_AIM OF THE TASK_:
Give back each entry unchanged, minus pictures.

_RECORDS PROVIDED_:
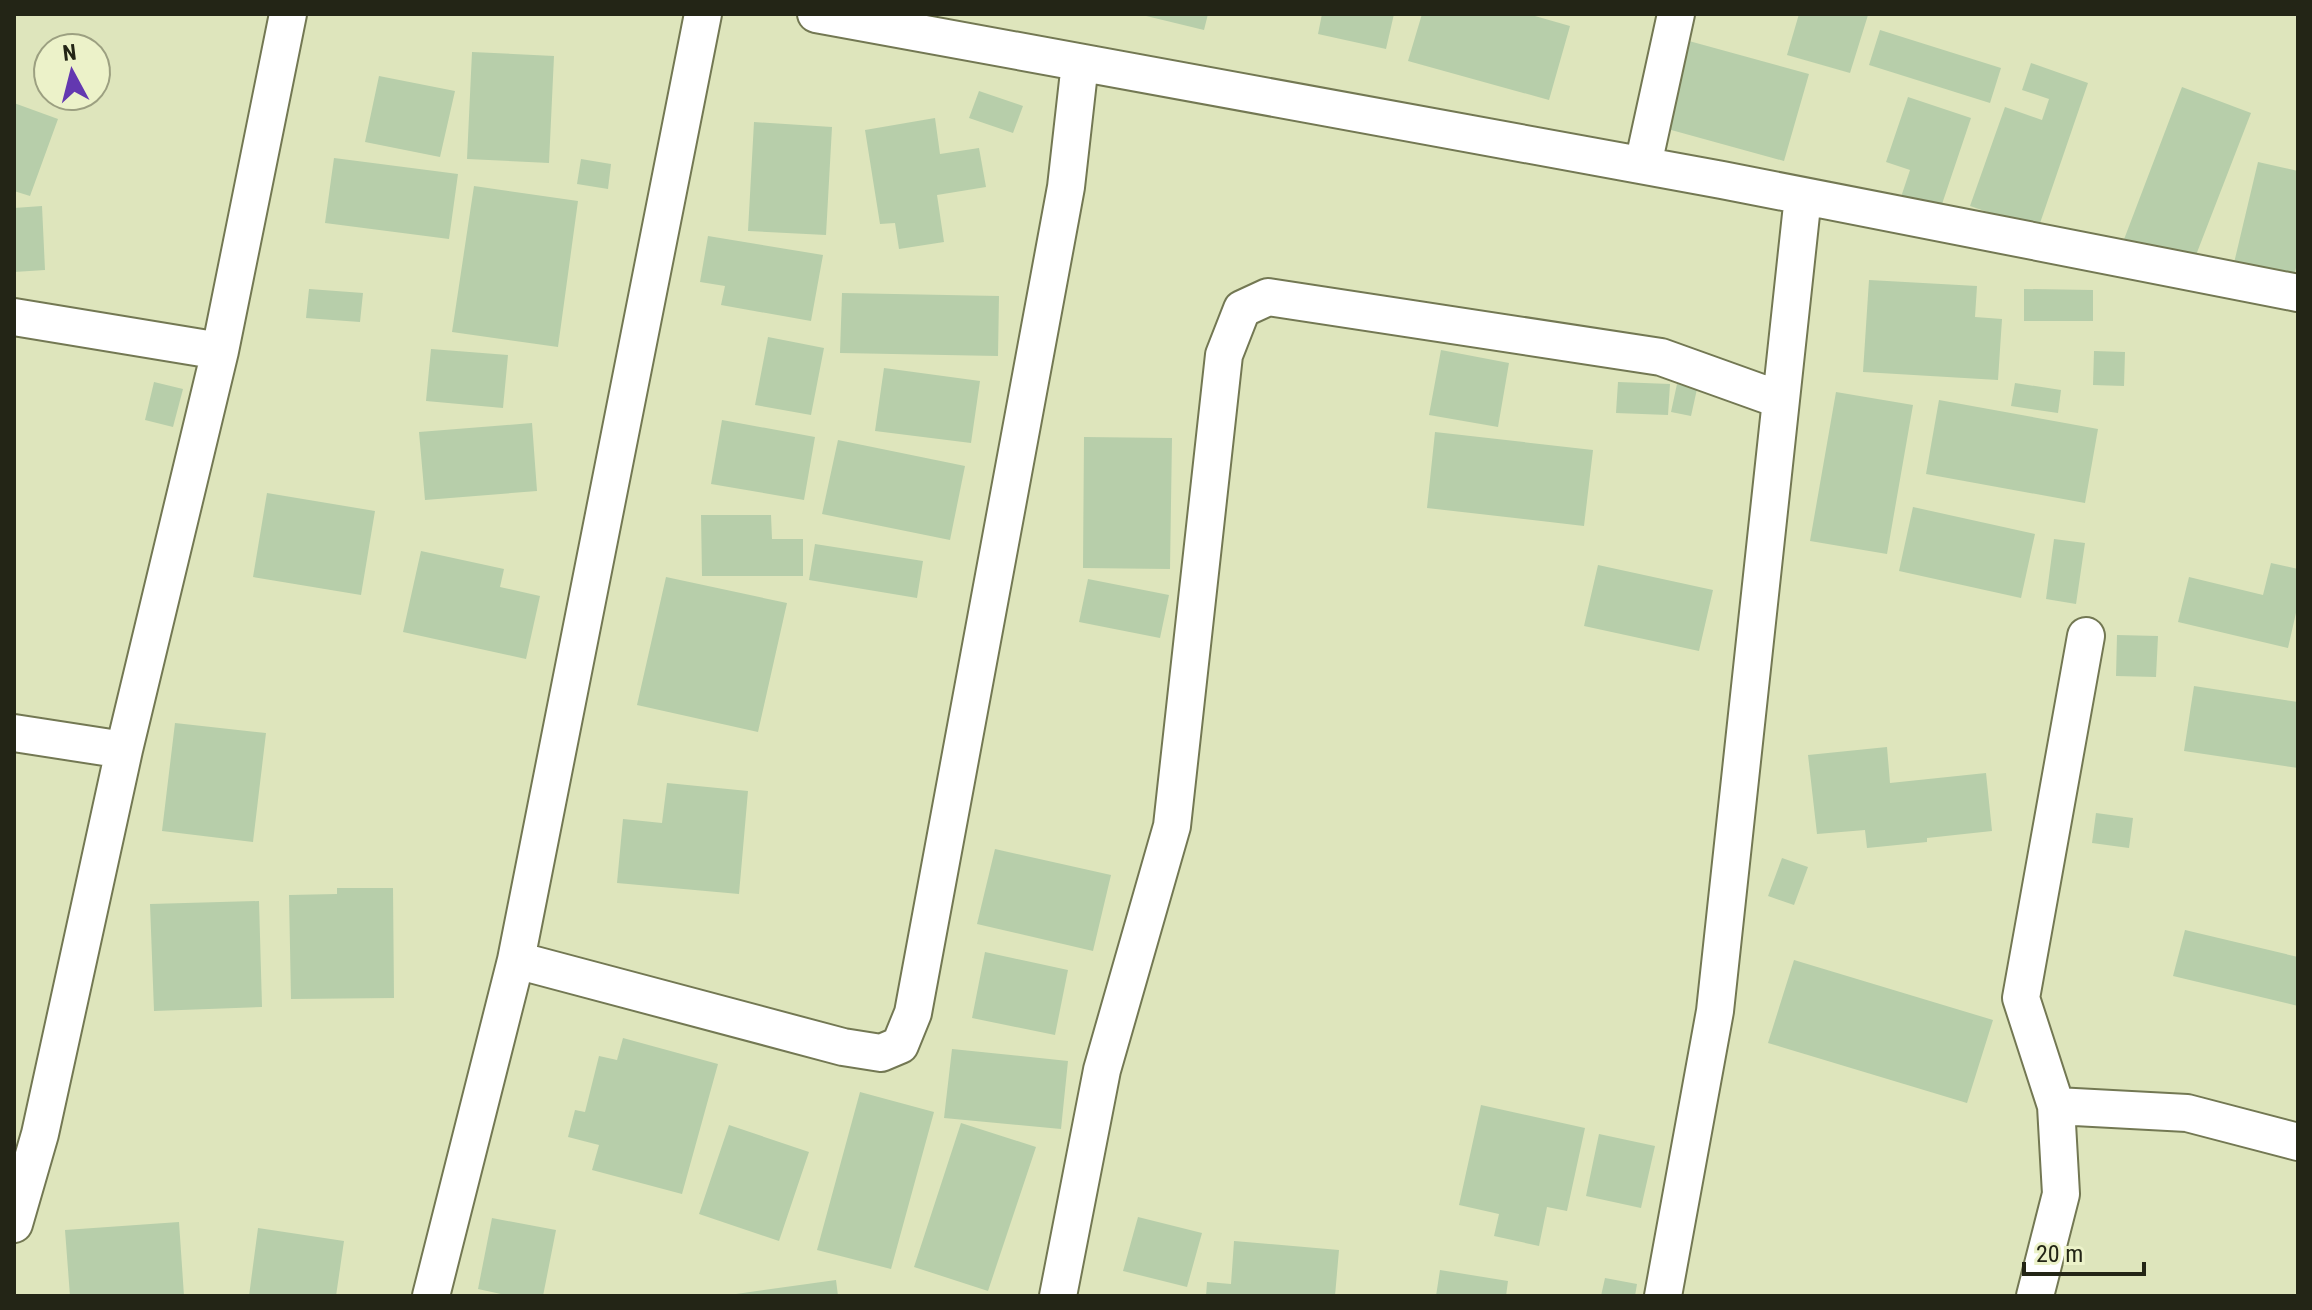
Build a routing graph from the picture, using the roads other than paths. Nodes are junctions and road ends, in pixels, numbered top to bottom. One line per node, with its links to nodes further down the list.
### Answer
1 (288, 14): 10 (street)
2 (703, 14): 15 (street)
3 (816, 14): 5 (street)
4 (1676, 14): 6 (street)
5 (1080, 63): 6 (street); 15 (street)
6 (1643, 165): 7 (street)
7 (1803, 196): 8 (street); 11 (street)
8 (2298, 293)
9 (14, 317): 10 (street)
10 (220, 351): 14 (street)
11 (1781, 400): 21 (street); 22 (street)
12 (2086, 636): 16 (street)
13 (14, 733): 14 (street)
14 (124, 750): 17 (street)
15 (516, 960): 20 (street)
16 (2056, 1106): 18 (street); 23 (street)
17 (27, 1133): 19 (street)
18 (2298, 1142)
19 (14, 1224)
20 (431, 1296)
21 (1058, 1296)
22 (1663, 1296)
23 (2035, 1296)

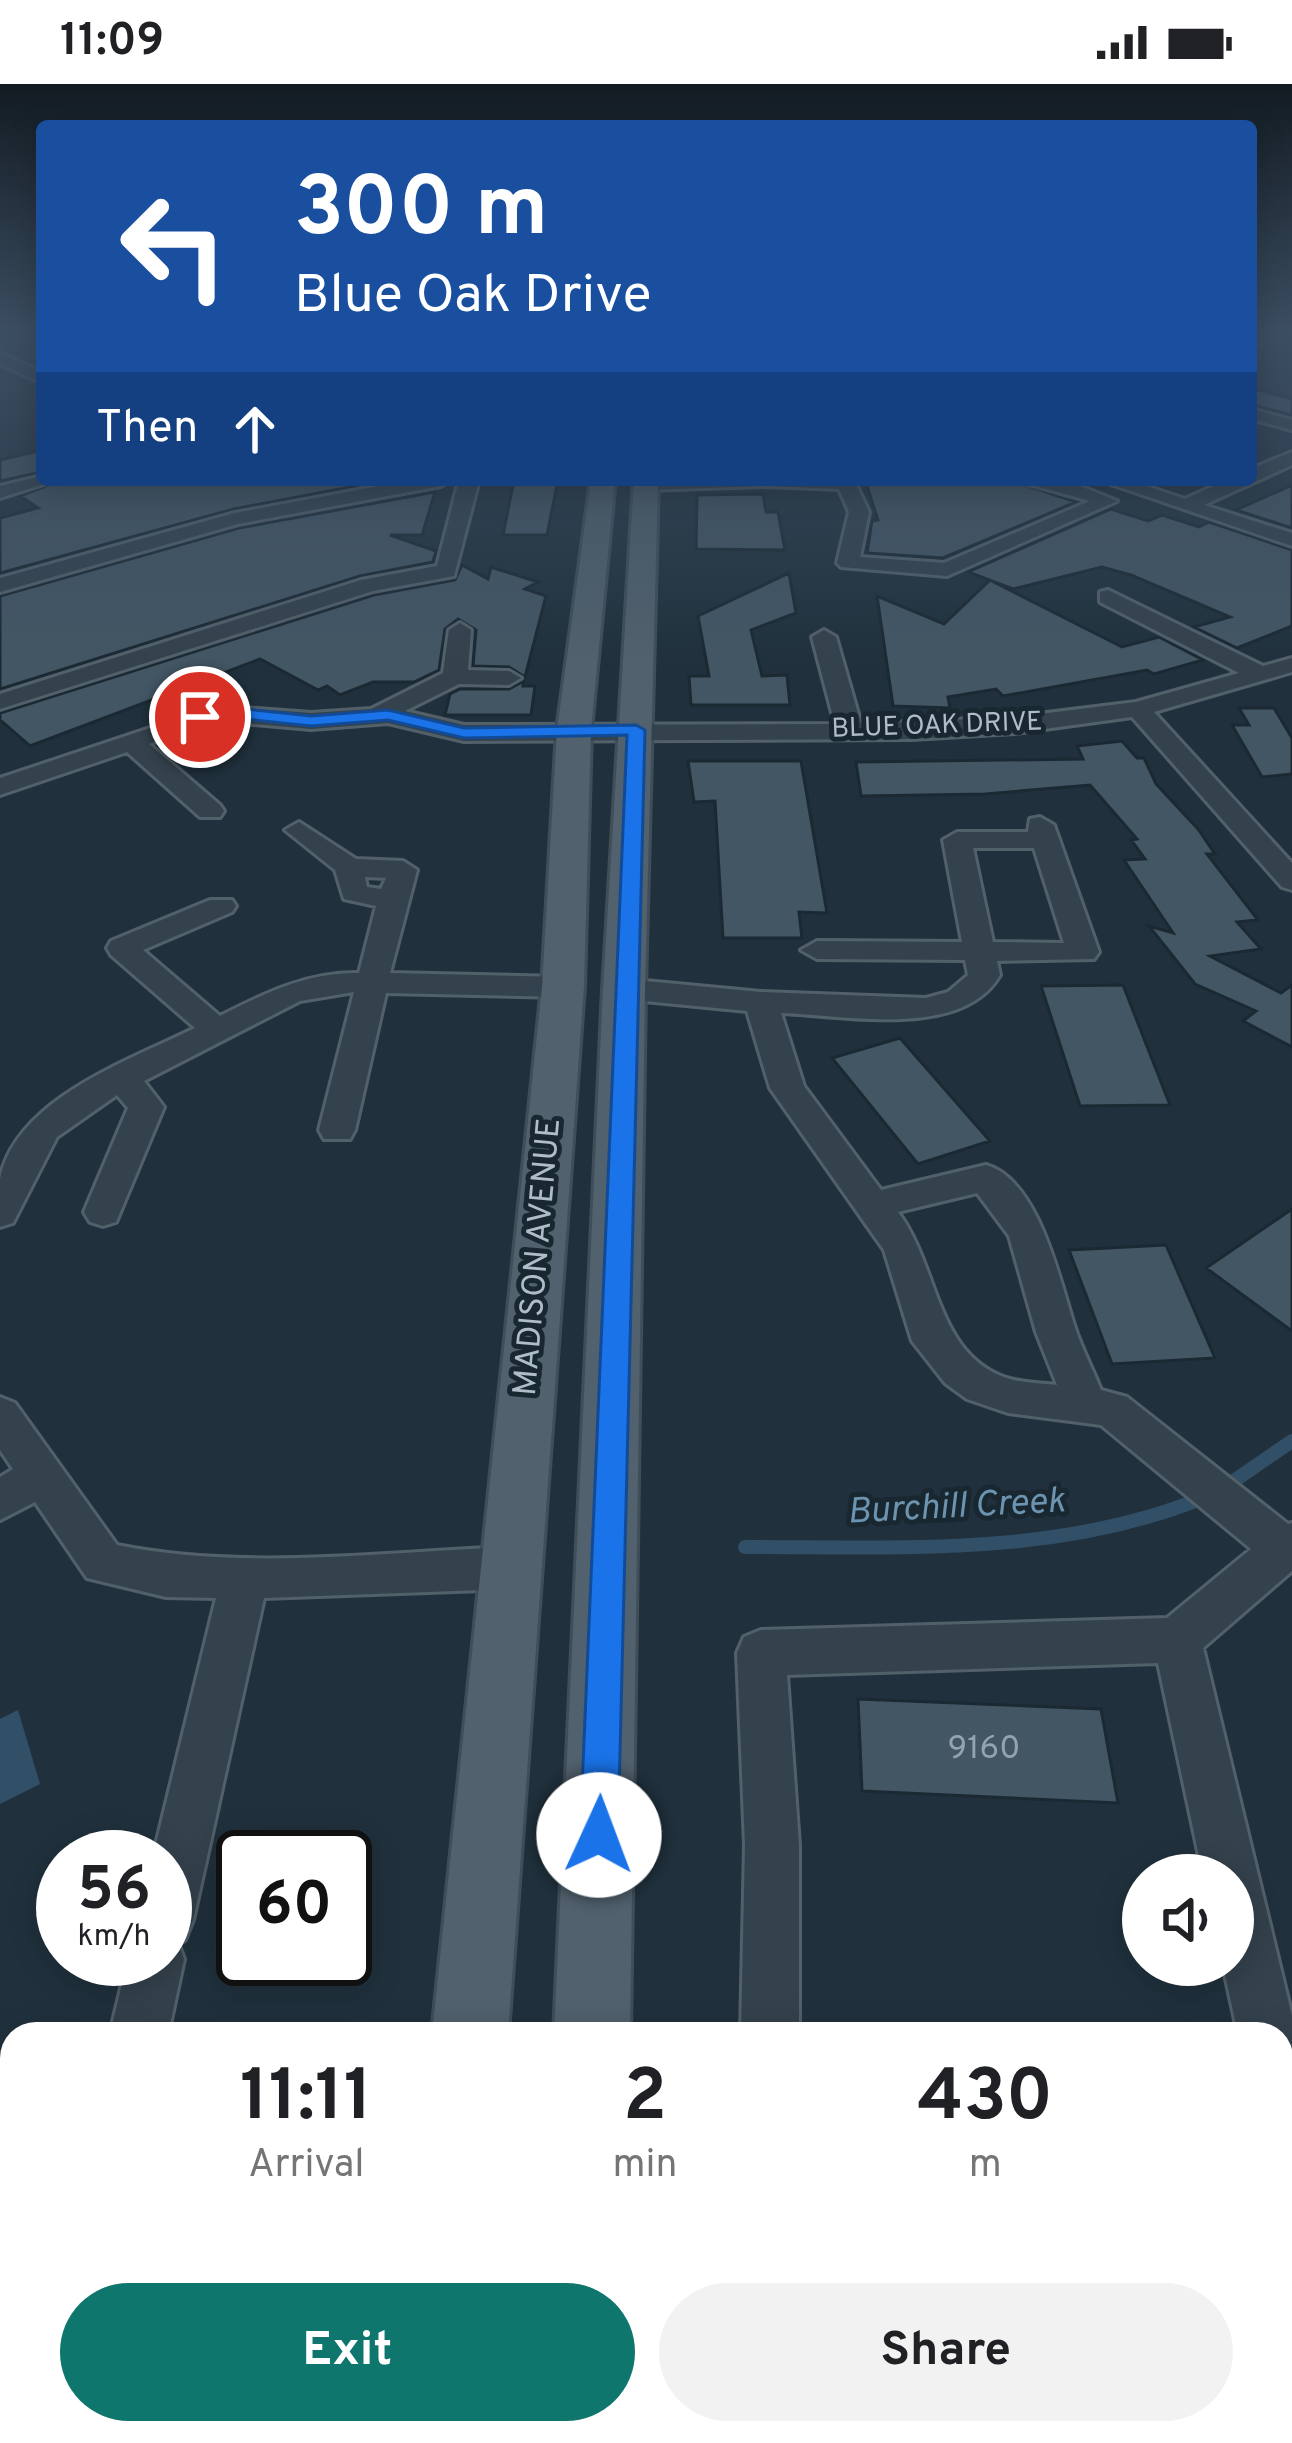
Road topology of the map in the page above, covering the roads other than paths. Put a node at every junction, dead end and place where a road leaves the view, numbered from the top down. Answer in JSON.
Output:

_SOLUTION BELOW_:
Build a routing graph from the picture, using the roads other than paths. Nodes are junctions and road ends, in pixels, numbered top to bottom. One line per node, with its links to nodes further down the list.
### Answer
1 (288, 14): 10 (street)
2 (703, 14): 15 (street)
3 (816, 14): 5 (street)
4 (1676, 14): 6 (street)
5 (1080, 63): 6 (street); 15 (street)
6 (1643, 165): 7 (street)
7 (1803, 196): 8 (street); 11 (street)
8 (2298, 293)
9 (14, 317): 10 (street)
10 (220, 351): 14 (street)
11 (1781, 400): 21 (street); 22 (street)
12 (2086, 636): 16 (street)
13 (14, 733): 14 (street)
14 (124, 750): 17 (street)
15 (516, 960): 20 (street)
16 (2056, 1106): 18 (street); 23 (street)
17 (27, 1133): 19 (street)
18 (2298, 1142)
19 (14, 1224)
20 (431, 1296)
21 (1058, 1296)
22 (1663, 1296)
23 (2035, 1296)

Road topology of the map in the page above, covering the roads other than paths. Put a node at every junction, dead end and place where a road leaves the view, numbered from the top down. Answer in JSON.
Output:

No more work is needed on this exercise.